Ninefox gambit by Yoon Ha Lee. I... I had no idea what was going on for 80% of this. And yet, I read all of it, and ... and. Complicated thoughts. Had it been a year or two ago I would have put it down much earlier as a Puppy pick -- Very Srs Military Bizness. And yet it was Very Compelling very srs military bizness, even though reading it made me feel utterly non-fluent in whatever fantasy/sci-fi ness was going down here. A single kudos for a female protagonist (although having now consumed a steady diet of Kameron Hurley, one lone special female character just Doesn’t Cut It, there has to be women integrated throughout now for me to trust that. That said, it was a legit brave choice to have that dense a world building plus battle without explaination, AND to pull it off that compellingly. It gives me hope for the rest of the book. Will pick it up.

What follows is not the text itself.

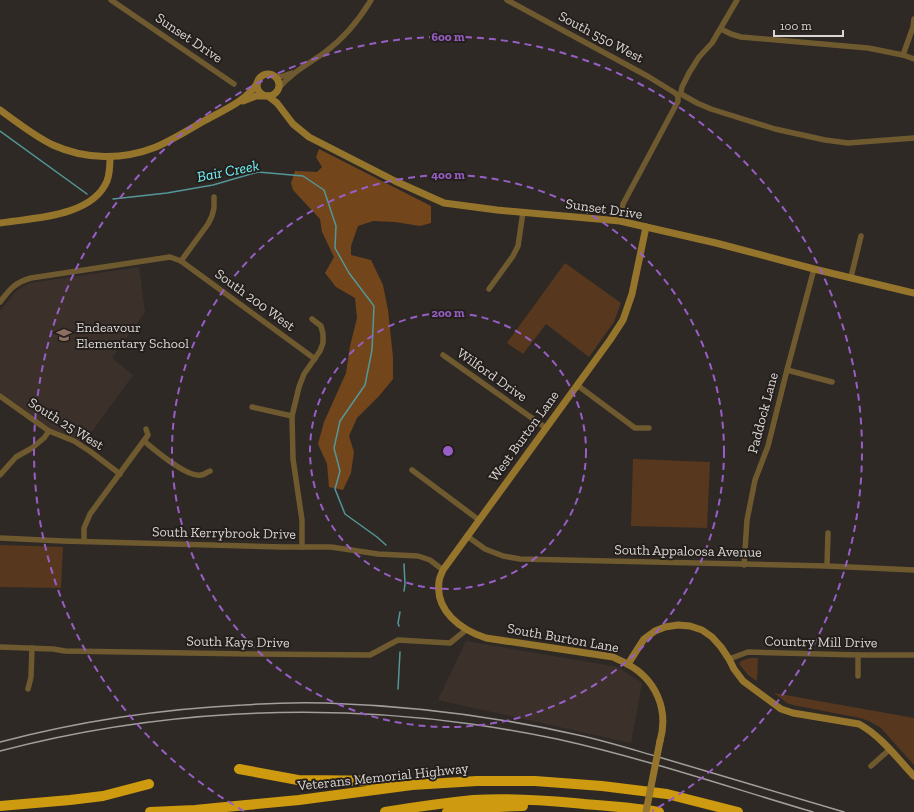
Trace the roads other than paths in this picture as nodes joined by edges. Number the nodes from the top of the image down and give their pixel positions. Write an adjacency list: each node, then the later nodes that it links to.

The Obelisk gate by N. K. Jemisin. For some reason I wanted to not like this, and not get sucked back into this world. I’m not even sure why now (I think there was a review that talked about how grim and bleak it was), but I’m pulled back in regardless. Will pick it up.

Currently reading: Am not so much in between books right now as in between sample chapters, but still....

Up next: Sample chapters of:

Death’s end by Cixin Liu. Final/3rd book in a series that I haven’t read is going to be a tall order to pull me in, but I’m curious given the first was 2015’s Hugo novel winner. Anyone able to tell me if knowing the first two is Essential or not?

Too like the lightning by Ada Palmer. It’s not available on amazon.com.au that I can see (*curses*), so getting the sample chapters to my phone is slightly more cumbersome. But the first few chapters are also up on Tor.com here so, score!

After these two I’ll probably jump straight to the novelettes (see here for an excellent compilation of Where to Find the 2017 Hugo Finalists For Free Online so I can start Finishing Things and have categories ticked off before the actual packet lands. So goes the theory!